The antibody cocktail, which was approved by India's drug regulator earlier this month, is working against the coronavirus disease (Covid-19), one of the top doctors in the country Dr Naresh Trehan said on Wednesday. He also said that the combination of casirivimab and imdevimab is effective against the B.1.617 variant, first found in India.
"When casirivimab and imdevimab are injected into infected patient in early stage, it blocks virus from entering cells of patient. It is working against Covid-19 and also effective against B.1.617. This is a new weapon," Dr Naresh Trehan, chairman of Medanta Hospitals, was quoted as saying by new agency ANI.
An 84-year-old man from Haryana became the first person in India to be administered the Covid drug cocktail developed by pharmaceutical giant Roche. Mohabbat Singh, who was under treatment for the last five days Medanta Hospital in Gurugram, was on Tuesday given the drug over a 30-minute intravenous supply.
"The man with multiple comorbidities got injected yesterday and he went home. We're going to follow him. Virus multiplication drops especially in those people who have high virus load and also in those who are at high risk of severe infection," said Dr Trehan.
"It has been used extensively in USA and Europe. The experience shows that when the it is given in first seven days of infection, 70-80% of people who're going to be entering hospitals for treatment will not need hospitalisation," he added.
The Roche cocktail came into limelight after it was administered to former US President Donald Trump when he tested positive for the virus last year.

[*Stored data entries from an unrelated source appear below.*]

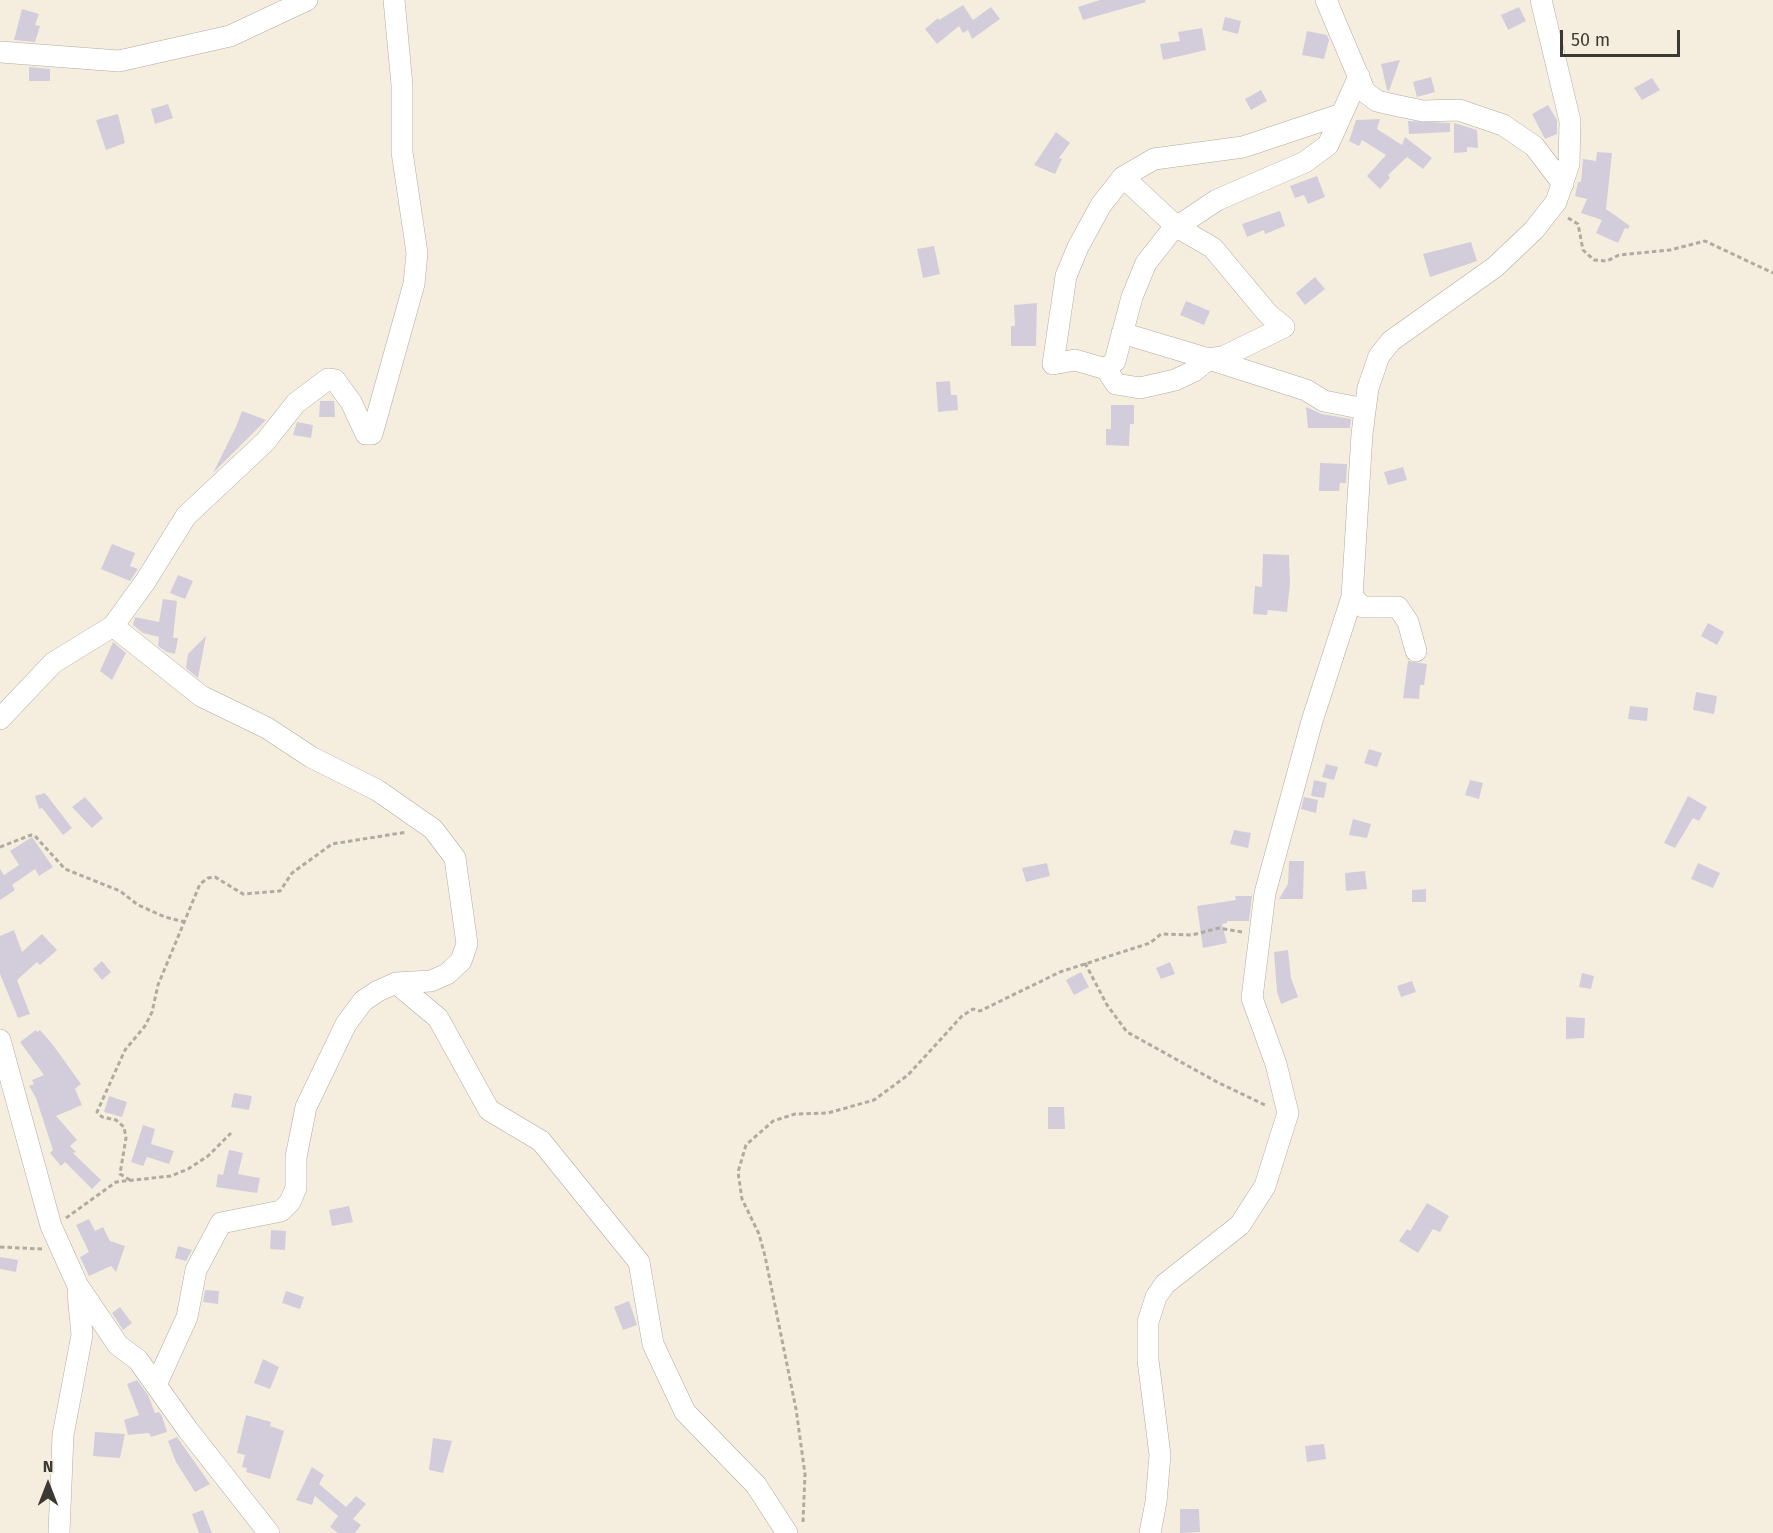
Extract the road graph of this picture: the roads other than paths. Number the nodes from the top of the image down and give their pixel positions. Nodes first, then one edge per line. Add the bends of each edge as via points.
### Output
1 (307, 0) edge
2 (394, 0) edge
3 (1326, 0) edge
4 (1541, 0) edge
5 (0, 52) edge
6 (1359, 76) junction
7 (1342, 114) junction
8 (1123, 177) junction
9 (1560, 193) junction
10 (1177, 227) junction
11 (1122, 333) junction
12 (1209, 359) junction
13 (1106, 369) junction
14 (1365, 409) junction
15 (1352, 597) junction
16 (113, 626) junction
17 (1416, 651) dead end
18 (0, 719) edge
19 (396, 983) junction
20 (0, 1040) edge
21 (78, 1286) junction
22 (156, 1385) junction
23 (795, 1529) edge
24 (59, 1533) edge
25 (269, 1533) edge
26 (1150, 1533) edge

1 - 5 street via 230,36 119,61
2 - 16 street via 402,85 402,152 417,253 414,284 372,434 366,434 340,384 328,379 296,403 265,442 186,516 146,582
3 - 6 street
4 - 9 street via 1570,121 1569,164
6 - 7 street
6 - 9 street via 1365,92 1377,101 1422,111 1459,110 1503,125 1534,146
7 - 8 street via 1243,147 1154,159
7 - 10 street via 1328,145 1305,162 1217,200
8 - 10 street
8 - 13 street via 1101,205 1066,276 1053,364 1075,360
9 - 14 street via 1534,230 1495,267 1391,341 1379,356
10 - 11 street via 1146,263
10 - 12 street via 1213,248 1268,314 1284,327 1225,356
11 - 12 street
11 - 13 street via 1115,361
12 - 13 street via 1175,380 1140,388 1116,384
12 - 14 street via 1306,390 1323,401
14 - 15 street
15 - 17 street via 1363,607 1398,607 1408,622
15 - 26 street via 1312,721 1265,894 1252,998 1276,1064 1288,1113 1265,1186 1240,1225 1166,1284 1148,1322 1148,1360 1160,1455
16 - 18 street via 53,663
16 - 19 street via 201,696 377,790 433,830 455,858 467,944 461,961 447,974 431,981
19 - 22 street via 363,1001 346,1024 306,1107 296,1157 296,1188 290,1202 281,1211 221,1223 196,1270 187,1317
19 - 23 street via 438,1018 489,1110 542,1141 639,1262 653,1344 685,1412
20 - 21 street via 51,1226
21 - 22 street via 118,1345 138,1360
21 - 24 street via 82,1335 63,1435
22 - 25 street

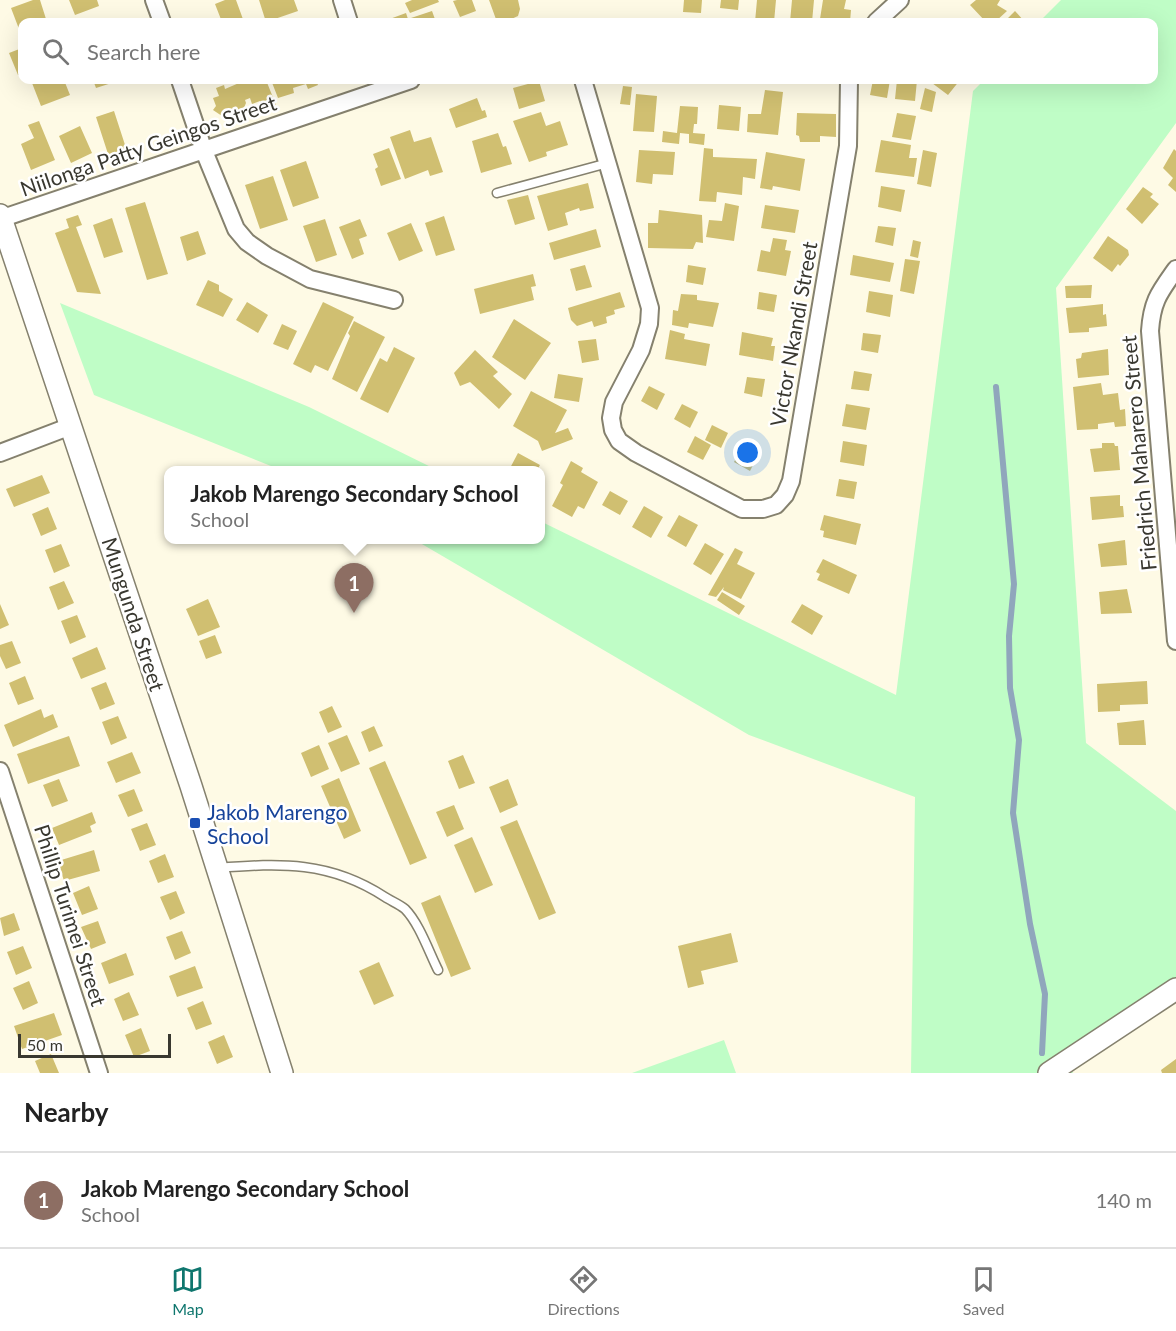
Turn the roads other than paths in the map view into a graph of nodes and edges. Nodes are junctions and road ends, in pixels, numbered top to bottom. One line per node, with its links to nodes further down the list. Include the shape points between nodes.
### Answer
1 (154, 0): 4 (street)
2 (342, 0): 5 (street)
3 (900, 0): 6 (street)
4 (161, 18)
5 (348, 18)
6 (880, 18)
7 (181, 84): 11 (street)
8 (585, 84): 12 (street, Victor Nkandi Street)
9 (849, 84): 12 (street, Victor Nkandi Street, via 849,146 791,481 785,495 763,509 742,508 636,453 619,441 613,430 614,402 641,350 650,308)
10 (370, 86): 11 (street, Niilonga Patty Geingos Street)
11 (204, 151): 14 (street, Niilonga Patty Geingos Street); 16 (street, via 236,229 247,242 310,279)
12 (608, 162): 13 (lane)
13 (497, 193)
14 (0, 217): 17 (street, Mungunda Street)
15 (1176, 269): 19 (street, Friedrich Maharero Street, via 1156,297 1150,331)
16 (394, 300)
17 (71, 426): 18 (street); 21 (street, Mungunda Street)
18 (0, 453)
19 (1176, 641)
20 (0, 771): 25 (street, Phillip Turimei Street)
21 (217, 868): 22 (lane, via 271,864 321,868 367,885 405,910); 24 (street, Mungunda Street)
22 (438, 970)
23 (1174, 995): 28 (street)
24 (265, 1015): 26 (street, Mungunda Street); 27 (street, Mungunda Street)
25 (99, 1073)
26 (282, 1073)
27 (297, 1073)
28 (1049, 1073)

Casirivimab and imdevimab are monoclonal antibodies that are specifically directed against the spike protein of Sars-CoV-2, the virus that causes Covid-19, and are designed to block the virus’ attachment and entry into human cells.
The company announced on Monday that it is now available in India, adding that the cost per patient dose will be ₹59,750. Each of the 100,000 packs to be available in India offers treatment for two patients.
It is to be administered for the treatment of mild to moderate Covid-19 in adults and paediatric patients (12 years of age or older, weighing at least 40 kg) who are confirmed to be infected with Sars-CoV-2 and who are at high risk of developing severe disease, and do not require oxygen.
The FDA-approved therapy demonstrated good efficacy in Phase 1/2 and Phase 3 studies by reducing Covid-19 related hospitalisation and death by 70 per cent.
Dr Trehan, however, said that patients are advised to check with their doctor if monoclonal antibody therapy may be beneficial to them in the treatment of their Covid-19 infection.